Provided data Start Marker

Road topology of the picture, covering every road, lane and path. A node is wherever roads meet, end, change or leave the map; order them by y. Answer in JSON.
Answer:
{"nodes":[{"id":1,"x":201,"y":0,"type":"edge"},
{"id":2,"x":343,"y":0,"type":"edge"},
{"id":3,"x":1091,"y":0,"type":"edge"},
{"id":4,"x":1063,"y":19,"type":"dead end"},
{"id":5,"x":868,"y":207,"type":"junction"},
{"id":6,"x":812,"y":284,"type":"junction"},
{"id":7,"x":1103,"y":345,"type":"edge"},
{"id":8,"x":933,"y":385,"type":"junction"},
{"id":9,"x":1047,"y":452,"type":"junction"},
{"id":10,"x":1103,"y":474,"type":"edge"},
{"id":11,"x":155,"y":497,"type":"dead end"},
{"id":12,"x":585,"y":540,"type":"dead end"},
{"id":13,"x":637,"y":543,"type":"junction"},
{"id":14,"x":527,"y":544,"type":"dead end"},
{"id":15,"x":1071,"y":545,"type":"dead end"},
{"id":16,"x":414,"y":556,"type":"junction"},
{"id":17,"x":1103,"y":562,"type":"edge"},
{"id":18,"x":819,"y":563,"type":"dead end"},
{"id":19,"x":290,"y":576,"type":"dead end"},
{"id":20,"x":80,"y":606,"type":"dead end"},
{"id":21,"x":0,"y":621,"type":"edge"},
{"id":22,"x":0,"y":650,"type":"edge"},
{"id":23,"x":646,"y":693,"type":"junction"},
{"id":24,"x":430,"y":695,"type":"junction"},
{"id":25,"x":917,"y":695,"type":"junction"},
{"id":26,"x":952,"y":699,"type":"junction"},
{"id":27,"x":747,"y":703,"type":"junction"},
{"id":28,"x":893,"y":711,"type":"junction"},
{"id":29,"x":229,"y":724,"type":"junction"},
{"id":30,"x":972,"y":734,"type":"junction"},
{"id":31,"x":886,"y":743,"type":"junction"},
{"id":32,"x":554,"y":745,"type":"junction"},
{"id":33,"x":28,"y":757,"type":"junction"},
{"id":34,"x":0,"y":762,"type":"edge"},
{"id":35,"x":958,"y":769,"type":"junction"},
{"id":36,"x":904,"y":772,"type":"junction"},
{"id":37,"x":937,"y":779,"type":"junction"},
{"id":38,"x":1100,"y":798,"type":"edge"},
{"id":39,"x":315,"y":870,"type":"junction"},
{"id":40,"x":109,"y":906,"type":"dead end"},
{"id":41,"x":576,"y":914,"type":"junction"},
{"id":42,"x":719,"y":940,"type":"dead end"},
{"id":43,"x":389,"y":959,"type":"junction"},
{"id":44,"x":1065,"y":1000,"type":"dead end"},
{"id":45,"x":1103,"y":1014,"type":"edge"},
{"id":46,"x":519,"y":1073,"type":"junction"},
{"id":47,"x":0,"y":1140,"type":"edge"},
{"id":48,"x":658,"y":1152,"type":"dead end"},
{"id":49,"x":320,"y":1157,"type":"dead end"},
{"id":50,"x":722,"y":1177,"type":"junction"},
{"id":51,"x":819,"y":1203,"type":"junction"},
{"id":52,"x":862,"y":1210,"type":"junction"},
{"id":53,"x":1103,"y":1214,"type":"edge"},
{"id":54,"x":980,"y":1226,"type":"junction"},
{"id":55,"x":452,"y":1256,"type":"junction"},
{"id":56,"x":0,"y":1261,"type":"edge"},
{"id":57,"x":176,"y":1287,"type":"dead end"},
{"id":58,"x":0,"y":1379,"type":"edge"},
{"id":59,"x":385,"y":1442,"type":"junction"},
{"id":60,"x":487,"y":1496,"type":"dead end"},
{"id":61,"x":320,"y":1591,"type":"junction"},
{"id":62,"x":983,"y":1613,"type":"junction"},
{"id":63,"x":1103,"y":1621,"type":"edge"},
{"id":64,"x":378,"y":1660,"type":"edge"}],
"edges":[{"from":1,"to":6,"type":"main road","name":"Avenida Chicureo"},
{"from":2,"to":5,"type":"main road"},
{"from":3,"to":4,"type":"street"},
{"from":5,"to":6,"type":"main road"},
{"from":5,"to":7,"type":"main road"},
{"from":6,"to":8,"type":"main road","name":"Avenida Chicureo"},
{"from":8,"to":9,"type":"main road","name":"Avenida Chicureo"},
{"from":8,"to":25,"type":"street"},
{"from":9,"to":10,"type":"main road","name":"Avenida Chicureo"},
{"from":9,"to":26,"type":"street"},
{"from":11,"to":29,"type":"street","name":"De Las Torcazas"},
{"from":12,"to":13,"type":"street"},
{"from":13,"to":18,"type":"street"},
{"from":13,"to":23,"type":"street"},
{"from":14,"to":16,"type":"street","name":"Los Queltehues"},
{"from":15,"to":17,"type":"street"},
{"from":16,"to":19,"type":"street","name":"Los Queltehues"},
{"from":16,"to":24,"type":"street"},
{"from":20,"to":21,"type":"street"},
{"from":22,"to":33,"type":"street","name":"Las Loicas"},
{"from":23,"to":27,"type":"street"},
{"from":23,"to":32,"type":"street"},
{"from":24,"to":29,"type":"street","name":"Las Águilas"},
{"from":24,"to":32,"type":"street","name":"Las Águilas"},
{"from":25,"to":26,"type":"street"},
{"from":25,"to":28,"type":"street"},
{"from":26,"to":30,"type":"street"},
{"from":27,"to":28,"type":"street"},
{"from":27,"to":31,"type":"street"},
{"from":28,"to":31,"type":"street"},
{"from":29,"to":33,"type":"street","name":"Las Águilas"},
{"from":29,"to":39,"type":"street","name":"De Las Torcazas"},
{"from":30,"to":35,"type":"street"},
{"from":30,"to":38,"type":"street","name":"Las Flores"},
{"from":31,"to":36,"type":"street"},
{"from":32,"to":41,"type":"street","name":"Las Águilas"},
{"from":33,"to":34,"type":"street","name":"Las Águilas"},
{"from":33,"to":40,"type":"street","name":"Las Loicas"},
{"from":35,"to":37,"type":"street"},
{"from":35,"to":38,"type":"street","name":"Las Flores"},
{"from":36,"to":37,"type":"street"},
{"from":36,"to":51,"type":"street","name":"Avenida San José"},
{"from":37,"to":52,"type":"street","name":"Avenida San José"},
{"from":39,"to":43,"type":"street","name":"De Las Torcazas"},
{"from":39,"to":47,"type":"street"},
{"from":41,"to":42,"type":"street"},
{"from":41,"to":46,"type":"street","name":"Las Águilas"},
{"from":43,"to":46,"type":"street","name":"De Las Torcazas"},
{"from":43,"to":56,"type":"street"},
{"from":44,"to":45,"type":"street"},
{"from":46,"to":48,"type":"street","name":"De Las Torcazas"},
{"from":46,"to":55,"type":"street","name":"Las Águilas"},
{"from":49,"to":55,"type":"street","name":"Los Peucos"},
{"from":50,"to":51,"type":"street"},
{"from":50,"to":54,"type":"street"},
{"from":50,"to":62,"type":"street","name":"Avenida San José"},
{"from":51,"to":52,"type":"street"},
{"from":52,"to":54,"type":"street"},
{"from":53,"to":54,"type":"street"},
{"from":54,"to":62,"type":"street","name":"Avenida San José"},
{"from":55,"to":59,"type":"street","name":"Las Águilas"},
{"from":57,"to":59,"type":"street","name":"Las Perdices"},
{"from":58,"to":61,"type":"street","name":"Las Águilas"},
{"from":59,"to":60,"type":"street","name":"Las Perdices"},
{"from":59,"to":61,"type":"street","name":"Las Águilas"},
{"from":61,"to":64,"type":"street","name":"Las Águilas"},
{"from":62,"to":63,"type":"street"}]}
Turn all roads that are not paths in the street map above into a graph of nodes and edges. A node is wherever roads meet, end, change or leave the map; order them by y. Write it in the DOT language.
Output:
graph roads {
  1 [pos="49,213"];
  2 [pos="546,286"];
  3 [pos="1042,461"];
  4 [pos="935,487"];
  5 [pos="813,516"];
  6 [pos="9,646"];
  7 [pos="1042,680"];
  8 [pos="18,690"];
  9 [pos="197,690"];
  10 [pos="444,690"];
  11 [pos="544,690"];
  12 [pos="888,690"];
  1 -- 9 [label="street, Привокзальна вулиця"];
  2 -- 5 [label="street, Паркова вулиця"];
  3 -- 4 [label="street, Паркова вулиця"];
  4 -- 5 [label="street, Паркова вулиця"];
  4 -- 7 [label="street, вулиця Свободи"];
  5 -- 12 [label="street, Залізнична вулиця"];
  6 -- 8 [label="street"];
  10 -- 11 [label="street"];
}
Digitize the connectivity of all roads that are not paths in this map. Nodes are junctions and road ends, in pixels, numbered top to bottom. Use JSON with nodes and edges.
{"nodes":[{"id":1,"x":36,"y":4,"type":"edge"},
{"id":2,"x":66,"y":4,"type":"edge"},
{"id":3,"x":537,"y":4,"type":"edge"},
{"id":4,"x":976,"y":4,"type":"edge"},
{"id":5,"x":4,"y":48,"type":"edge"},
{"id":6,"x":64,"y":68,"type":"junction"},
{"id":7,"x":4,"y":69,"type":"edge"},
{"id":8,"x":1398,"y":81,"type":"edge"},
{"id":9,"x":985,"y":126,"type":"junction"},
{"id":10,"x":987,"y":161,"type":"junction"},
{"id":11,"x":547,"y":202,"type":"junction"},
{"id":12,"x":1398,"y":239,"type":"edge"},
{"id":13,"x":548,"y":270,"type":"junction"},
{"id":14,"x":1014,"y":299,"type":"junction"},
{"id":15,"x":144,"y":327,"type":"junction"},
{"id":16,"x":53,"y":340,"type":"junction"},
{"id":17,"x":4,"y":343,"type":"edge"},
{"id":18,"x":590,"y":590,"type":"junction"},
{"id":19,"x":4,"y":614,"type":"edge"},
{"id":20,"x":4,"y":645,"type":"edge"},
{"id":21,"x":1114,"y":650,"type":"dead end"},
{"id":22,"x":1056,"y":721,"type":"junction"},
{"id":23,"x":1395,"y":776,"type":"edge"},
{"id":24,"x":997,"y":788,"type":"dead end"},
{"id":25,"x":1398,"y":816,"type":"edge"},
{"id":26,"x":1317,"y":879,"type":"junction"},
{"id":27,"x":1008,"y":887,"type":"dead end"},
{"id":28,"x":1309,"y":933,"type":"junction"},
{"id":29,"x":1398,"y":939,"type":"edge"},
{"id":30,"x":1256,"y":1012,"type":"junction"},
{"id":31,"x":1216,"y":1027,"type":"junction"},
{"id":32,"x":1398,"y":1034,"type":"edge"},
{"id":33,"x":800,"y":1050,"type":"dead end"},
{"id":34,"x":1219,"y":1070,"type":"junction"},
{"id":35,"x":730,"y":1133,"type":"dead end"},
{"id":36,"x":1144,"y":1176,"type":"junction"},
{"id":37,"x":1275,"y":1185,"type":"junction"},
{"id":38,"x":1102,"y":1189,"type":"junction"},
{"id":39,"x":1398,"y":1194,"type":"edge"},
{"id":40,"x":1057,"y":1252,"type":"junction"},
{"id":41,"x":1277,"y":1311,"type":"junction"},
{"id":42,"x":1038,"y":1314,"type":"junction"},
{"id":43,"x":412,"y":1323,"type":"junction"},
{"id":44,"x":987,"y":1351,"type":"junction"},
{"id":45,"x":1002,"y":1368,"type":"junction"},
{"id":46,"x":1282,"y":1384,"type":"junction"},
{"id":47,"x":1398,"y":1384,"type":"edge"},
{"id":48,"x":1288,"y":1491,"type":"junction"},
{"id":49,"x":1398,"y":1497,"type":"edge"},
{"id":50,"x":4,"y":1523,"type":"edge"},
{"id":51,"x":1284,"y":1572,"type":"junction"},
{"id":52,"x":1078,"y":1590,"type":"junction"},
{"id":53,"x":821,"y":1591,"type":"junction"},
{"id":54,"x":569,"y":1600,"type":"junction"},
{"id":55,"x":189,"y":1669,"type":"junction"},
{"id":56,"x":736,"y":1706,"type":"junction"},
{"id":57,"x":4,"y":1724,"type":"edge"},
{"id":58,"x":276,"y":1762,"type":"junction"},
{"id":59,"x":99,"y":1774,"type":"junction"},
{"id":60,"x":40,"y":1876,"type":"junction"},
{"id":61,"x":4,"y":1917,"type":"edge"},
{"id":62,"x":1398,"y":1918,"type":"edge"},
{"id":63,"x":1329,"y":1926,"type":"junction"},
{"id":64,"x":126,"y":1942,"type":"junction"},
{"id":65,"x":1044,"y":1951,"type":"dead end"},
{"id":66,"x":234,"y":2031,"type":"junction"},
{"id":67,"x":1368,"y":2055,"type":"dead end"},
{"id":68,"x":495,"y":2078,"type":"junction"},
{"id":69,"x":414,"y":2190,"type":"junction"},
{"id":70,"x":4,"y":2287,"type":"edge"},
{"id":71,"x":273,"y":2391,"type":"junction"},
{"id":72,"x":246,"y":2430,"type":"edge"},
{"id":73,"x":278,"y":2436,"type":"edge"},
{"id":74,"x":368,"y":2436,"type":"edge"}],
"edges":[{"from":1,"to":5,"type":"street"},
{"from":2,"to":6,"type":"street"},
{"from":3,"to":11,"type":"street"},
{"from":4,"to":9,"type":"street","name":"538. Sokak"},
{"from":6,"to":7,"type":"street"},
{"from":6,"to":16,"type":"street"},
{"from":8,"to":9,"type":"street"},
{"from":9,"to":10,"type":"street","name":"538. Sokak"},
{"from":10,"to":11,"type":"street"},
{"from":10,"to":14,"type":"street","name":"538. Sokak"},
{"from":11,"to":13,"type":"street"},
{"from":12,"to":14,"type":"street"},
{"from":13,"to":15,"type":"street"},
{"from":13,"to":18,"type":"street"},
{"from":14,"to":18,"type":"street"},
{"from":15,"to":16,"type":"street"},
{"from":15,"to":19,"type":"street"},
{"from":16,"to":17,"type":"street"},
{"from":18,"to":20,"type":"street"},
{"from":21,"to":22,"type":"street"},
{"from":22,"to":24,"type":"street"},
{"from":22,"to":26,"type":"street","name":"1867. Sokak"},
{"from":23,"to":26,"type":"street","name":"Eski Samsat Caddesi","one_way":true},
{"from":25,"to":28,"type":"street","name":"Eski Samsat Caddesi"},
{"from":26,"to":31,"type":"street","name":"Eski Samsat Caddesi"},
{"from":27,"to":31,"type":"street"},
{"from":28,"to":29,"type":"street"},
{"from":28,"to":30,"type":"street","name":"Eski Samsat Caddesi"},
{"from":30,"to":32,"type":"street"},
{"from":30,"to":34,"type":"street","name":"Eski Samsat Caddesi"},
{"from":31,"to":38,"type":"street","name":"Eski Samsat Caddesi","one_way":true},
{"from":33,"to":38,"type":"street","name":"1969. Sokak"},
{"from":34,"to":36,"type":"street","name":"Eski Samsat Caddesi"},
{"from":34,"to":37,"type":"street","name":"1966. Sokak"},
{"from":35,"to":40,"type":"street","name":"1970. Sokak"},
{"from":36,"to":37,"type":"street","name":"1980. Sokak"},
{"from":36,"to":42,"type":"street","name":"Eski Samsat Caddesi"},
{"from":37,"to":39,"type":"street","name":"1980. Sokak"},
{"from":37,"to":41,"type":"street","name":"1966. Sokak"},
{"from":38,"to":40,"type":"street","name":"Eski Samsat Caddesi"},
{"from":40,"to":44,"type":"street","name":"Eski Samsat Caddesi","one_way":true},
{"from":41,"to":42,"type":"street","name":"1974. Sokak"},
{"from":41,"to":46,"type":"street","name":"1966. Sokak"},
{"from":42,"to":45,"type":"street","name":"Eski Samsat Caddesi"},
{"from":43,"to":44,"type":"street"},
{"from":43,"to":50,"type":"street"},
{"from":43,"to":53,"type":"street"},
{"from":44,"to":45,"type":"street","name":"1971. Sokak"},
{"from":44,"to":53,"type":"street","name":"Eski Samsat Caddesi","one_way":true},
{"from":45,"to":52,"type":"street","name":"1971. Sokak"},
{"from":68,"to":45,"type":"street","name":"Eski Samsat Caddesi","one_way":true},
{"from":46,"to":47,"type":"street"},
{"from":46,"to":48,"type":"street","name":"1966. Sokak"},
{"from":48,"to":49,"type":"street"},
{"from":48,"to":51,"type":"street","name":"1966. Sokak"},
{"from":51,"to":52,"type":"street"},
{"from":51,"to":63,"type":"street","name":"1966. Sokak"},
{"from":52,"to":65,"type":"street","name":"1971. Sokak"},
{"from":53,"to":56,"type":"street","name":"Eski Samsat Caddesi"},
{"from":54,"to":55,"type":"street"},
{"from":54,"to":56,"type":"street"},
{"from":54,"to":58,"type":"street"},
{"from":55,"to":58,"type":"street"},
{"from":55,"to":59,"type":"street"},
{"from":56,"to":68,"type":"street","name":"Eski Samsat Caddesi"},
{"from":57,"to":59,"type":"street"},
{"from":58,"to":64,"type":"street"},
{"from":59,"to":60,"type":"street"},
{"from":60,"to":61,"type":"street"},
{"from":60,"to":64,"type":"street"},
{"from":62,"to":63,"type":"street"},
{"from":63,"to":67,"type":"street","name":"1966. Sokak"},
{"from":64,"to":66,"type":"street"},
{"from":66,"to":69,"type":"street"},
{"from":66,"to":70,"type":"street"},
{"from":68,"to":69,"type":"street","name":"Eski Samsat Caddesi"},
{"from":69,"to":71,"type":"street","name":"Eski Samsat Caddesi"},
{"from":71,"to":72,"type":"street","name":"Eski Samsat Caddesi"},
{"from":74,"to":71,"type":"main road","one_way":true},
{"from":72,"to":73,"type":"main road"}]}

Provided data End Marker

# Description of the task
Check every line above for the word "graph" and copy those that have it.

# Answer to this task
Turn all roads that are not paths in the street map above into a graph of nodes and edges. A node is wherever roads meet, end, change or leave the map; order them by y. Write it in the DOT language.
graph roads {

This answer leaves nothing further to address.